In largely positive news:
- Taksim Platform met yesterday with Deputy Prime Minister Bülent Arınç. Sources cited by Hurriyet quoted Taksim Platform as saying they had no authority to end the protests, and were merely presenting a list of demands. According to the article, they are mostly environmental, though not limited to Gezi Park. Taksim Platform demanded an end to several of Erdogan’s other controversial unilateral development projects, including the third bridge over the Bosphorus, the “crazy” Istanbul Canal project, the demolition of the Ataturk Culture Museum, and plans for a third airport. They continued calls for the resignation of public officials and an end to tear gassing. Arınç said the government would discuss “binding promises”.
- Turkey’s foreign minister, Ahmet Davutoğlu has criticized the US response to reports of police brutality, saying, “These sorts of incidents happen everywhere and they are considered unexceptional.” Kurdish blogger Dilar Dirik certainly thinks they are unexceptional, citing the hypocrisy of Kemalist Turks taking to the streets when Kurds have experienced the same systematic state repression for decades. She writes, “Millions of Kurds occupied the streets in Turkey this year and this sort of terrifying police violence is not at all new to them. The difference is that nobody cared.”
- In an apparent exercise in irony, Erdogan received an honourary degree from the University of Algiers while on his tour of North Africa for his “contributions to humanity”. Turkey’s human rights record is the worst it’s been in a decade, when Erdogan took power, with more journalists imprisoned than Iran and China.
- Turkish Airlines flight attendants, who earlier this year were banned from wearing red lipstick or nail polish (since overturned) — and who just received some hideous new uniforms from a conservative redesign process — have joined the protest by demonstrating flight safety in Guy Fawkes masks in Istanbul’s Galatasaray Square.
- Violence between police and protesters continued in the capital of Ankara, where police hit union and opposition members with a “sudden tear gas attack”. Reports have been coming out of Ankara that a minority of protesters are throwing stones at police approaching Kizilay Square.
- A Turkish game show is facing censorship after changing all of its questions and answers to subtle references to the Taksim protests. Answers included “gas mask”, “apology”, and “twitter”, for which the question was, “The microblog and social network site that has been described as a ‘menace'” — a reference to Erdogan’s declaration that Twitter caused social unrest.

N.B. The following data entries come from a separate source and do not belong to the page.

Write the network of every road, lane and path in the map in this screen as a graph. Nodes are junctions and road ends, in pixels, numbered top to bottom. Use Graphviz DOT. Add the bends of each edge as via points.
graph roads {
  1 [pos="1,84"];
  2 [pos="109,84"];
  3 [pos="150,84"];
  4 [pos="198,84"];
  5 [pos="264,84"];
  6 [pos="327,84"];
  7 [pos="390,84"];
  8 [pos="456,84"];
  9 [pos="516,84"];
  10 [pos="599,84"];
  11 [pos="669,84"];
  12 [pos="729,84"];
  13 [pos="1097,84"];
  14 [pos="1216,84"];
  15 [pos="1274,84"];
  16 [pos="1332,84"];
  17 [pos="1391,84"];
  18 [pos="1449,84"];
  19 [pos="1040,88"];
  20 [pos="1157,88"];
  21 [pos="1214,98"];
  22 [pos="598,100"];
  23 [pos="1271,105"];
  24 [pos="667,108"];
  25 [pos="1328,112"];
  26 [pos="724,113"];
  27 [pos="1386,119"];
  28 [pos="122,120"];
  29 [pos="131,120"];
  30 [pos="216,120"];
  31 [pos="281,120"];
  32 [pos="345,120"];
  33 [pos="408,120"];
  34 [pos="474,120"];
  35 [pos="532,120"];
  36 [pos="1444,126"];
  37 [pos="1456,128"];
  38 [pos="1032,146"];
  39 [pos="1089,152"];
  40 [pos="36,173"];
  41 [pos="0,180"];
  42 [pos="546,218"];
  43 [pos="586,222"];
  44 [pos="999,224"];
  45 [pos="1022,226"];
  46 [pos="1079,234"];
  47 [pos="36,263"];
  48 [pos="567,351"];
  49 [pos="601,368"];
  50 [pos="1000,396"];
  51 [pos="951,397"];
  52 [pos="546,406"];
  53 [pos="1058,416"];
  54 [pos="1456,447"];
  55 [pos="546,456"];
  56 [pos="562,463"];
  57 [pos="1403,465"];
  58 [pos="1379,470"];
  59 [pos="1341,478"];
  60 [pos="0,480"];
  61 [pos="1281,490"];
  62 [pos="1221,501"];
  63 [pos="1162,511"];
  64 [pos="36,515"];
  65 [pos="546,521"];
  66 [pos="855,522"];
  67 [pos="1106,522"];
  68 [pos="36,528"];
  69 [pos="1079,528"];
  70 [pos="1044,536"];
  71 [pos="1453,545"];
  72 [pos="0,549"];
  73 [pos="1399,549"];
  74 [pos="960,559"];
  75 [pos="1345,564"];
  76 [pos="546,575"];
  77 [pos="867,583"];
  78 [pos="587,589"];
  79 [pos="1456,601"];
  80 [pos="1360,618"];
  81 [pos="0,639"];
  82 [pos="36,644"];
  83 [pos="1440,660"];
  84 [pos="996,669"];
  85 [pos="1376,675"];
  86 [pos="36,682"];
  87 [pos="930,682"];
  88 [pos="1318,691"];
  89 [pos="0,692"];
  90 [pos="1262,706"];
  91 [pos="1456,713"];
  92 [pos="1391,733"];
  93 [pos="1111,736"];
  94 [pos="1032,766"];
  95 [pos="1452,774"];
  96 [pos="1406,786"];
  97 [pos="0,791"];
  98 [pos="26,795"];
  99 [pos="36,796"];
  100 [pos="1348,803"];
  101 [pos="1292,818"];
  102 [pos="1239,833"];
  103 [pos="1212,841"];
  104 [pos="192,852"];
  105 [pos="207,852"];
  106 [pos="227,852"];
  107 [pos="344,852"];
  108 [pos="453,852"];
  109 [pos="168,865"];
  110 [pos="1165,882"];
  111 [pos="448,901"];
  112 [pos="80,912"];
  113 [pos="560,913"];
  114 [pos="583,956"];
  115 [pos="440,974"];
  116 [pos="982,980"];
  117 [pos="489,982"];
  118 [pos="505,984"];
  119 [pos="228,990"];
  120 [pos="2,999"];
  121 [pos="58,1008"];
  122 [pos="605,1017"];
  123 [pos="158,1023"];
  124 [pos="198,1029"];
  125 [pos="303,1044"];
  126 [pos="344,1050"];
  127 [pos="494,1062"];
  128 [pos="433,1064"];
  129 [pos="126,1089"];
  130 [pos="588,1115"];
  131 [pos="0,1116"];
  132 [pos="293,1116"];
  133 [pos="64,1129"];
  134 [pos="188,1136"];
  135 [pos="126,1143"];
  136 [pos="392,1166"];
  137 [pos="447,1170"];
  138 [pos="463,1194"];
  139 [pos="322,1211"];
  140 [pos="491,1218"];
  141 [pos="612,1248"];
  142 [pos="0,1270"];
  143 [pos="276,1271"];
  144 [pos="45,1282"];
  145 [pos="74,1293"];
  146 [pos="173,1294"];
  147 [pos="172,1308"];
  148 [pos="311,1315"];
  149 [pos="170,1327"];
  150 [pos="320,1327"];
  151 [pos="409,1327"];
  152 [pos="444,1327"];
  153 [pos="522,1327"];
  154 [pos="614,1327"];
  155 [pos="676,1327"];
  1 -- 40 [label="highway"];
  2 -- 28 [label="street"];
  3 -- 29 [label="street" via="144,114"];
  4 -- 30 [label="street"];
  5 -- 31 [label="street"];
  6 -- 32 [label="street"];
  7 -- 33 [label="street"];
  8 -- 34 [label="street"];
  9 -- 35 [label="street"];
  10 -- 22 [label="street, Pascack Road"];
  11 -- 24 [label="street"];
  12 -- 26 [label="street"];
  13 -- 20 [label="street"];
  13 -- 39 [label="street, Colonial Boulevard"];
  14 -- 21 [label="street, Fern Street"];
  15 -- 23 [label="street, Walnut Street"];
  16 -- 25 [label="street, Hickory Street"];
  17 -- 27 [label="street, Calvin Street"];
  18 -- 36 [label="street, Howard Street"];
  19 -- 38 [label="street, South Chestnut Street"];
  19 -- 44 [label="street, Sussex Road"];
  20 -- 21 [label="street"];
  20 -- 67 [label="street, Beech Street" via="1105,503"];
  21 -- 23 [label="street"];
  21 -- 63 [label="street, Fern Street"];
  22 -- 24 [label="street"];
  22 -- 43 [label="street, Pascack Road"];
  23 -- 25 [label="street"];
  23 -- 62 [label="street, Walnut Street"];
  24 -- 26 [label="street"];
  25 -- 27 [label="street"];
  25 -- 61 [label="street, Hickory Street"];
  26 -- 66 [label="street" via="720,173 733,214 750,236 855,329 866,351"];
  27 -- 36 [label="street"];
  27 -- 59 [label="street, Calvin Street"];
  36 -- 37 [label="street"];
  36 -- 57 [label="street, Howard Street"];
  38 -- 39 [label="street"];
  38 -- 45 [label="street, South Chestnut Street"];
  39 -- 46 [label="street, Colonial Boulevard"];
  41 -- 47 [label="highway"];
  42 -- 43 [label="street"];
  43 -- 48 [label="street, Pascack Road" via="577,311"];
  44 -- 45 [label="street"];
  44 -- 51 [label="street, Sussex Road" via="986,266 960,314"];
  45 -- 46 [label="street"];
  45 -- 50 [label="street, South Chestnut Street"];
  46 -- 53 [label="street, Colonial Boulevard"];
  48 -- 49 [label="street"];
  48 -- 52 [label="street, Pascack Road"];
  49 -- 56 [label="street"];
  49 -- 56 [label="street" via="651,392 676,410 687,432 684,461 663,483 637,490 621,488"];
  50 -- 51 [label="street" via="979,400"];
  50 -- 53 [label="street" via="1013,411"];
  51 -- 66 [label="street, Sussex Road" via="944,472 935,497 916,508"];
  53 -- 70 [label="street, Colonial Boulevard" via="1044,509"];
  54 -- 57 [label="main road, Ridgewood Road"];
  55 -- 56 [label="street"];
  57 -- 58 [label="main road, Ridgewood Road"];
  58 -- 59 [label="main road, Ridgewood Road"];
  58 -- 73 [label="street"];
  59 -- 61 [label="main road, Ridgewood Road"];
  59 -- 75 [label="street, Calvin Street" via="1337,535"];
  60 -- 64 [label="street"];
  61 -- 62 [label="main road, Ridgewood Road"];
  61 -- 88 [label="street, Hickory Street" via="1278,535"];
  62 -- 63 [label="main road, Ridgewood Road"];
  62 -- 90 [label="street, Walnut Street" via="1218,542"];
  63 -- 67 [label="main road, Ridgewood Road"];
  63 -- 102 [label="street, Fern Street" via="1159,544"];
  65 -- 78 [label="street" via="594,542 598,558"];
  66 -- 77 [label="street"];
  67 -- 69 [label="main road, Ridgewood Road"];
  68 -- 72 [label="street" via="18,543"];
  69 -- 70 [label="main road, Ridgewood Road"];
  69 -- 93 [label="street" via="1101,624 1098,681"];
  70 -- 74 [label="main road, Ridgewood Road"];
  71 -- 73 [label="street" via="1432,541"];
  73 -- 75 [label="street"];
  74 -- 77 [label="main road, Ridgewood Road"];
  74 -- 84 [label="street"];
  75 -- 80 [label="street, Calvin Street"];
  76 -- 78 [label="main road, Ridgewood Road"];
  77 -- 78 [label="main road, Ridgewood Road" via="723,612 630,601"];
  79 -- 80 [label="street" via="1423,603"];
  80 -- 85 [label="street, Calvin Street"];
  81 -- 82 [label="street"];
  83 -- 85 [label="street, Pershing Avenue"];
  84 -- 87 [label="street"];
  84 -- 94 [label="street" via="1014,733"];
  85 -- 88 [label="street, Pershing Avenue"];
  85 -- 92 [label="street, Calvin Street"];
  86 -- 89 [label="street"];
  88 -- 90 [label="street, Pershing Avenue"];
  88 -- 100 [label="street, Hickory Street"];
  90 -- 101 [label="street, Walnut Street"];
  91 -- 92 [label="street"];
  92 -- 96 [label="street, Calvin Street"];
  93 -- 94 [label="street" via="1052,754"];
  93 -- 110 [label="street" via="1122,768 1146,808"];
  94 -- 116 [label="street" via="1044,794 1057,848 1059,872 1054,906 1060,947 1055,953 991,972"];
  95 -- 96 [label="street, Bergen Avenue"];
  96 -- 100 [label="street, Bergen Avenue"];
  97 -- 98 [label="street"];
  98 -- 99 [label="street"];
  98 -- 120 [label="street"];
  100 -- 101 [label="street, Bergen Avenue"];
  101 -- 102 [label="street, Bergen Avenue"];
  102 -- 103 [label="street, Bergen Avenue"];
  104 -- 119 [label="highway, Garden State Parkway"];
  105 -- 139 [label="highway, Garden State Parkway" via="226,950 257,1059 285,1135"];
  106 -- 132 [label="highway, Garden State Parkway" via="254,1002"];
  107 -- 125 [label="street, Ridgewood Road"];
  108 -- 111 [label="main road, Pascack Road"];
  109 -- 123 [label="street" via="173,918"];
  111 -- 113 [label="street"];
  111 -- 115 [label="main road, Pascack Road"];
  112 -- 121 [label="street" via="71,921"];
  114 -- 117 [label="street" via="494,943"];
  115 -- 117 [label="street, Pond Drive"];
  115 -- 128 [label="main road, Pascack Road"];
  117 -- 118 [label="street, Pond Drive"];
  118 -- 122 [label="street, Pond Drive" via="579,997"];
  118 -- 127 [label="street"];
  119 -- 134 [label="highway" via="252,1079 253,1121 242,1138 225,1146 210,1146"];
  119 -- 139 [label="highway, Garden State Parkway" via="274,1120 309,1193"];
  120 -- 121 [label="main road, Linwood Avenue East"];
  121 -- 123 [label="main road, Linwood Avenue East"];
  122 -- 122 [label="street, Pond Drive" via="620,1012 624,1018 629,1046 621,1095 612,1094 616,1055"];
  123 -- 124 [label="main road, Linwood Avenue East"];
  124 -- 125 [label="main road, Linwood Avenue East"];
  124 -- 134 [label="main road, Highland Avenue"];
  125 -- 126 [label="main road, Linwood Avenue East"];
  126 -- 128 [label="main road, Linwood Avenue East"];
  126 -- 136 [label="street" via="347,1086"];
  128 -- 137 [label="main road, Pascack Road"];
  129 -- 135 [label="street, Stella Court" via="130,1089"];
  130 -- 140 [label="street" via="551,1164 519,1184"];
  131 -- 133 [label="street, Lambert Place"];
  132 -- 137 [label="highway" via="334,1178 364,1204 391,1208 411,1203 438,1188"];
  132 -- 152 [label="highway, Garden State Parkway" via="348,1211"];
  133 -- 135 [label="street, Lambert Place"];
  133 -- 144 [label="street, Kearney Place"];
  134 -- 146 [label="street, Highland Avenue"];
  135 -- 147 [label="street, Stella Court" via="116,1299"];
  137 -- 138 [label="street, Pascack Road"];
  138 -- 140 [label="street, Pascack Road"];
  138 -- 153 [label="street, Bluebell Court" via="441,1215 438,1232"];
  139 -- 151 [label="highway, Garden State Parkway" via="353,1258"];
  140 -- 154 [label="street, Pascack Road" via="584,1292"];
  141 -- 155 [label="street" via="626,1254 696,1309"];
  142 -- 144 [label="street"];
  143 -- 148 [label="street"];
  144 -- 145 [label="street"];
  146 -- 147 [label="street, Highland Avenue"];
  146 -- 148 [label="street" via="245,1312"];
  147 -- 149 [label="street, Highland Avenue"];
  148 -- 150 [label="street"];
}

For full translation and more on media censorship in Turkey (including the infamous penguins), see Zeynep Tufeki’s post here.
- The first confirmed instances of supporter violence occurred yesterday in Rize, the hometown of PM Erdogan. AKP supporters allegedly attacked members of the Turkish Youth Union protesting in solidarity with Gezi Park. The PM’s earlier threats that he could mobilize his supporters to quell protests seem a lot scarier now that instances of violence are beginning to pop up. As the New York Times reported earlier, even Istanbul has its pro-Erdogan neighbourhood, where a stadium is named in his honour.
- Eleven foreign nationals, including four exchange students, have been detained for allegedly “provoking protesters”, whatever that means.
- Whit Mason in the Financial Post writes that the cause of the protests isn’t Erdogan’s conservativism, but his illiberality. According to Mason, the desire for reform has less to do with religion and more to do with restraining the power of majoritarian governments. Given that Erdogan is changing the constitution in an effort to set up a presidential run for himself, giving himself potentially 10 more years in power, it seems like a fair point.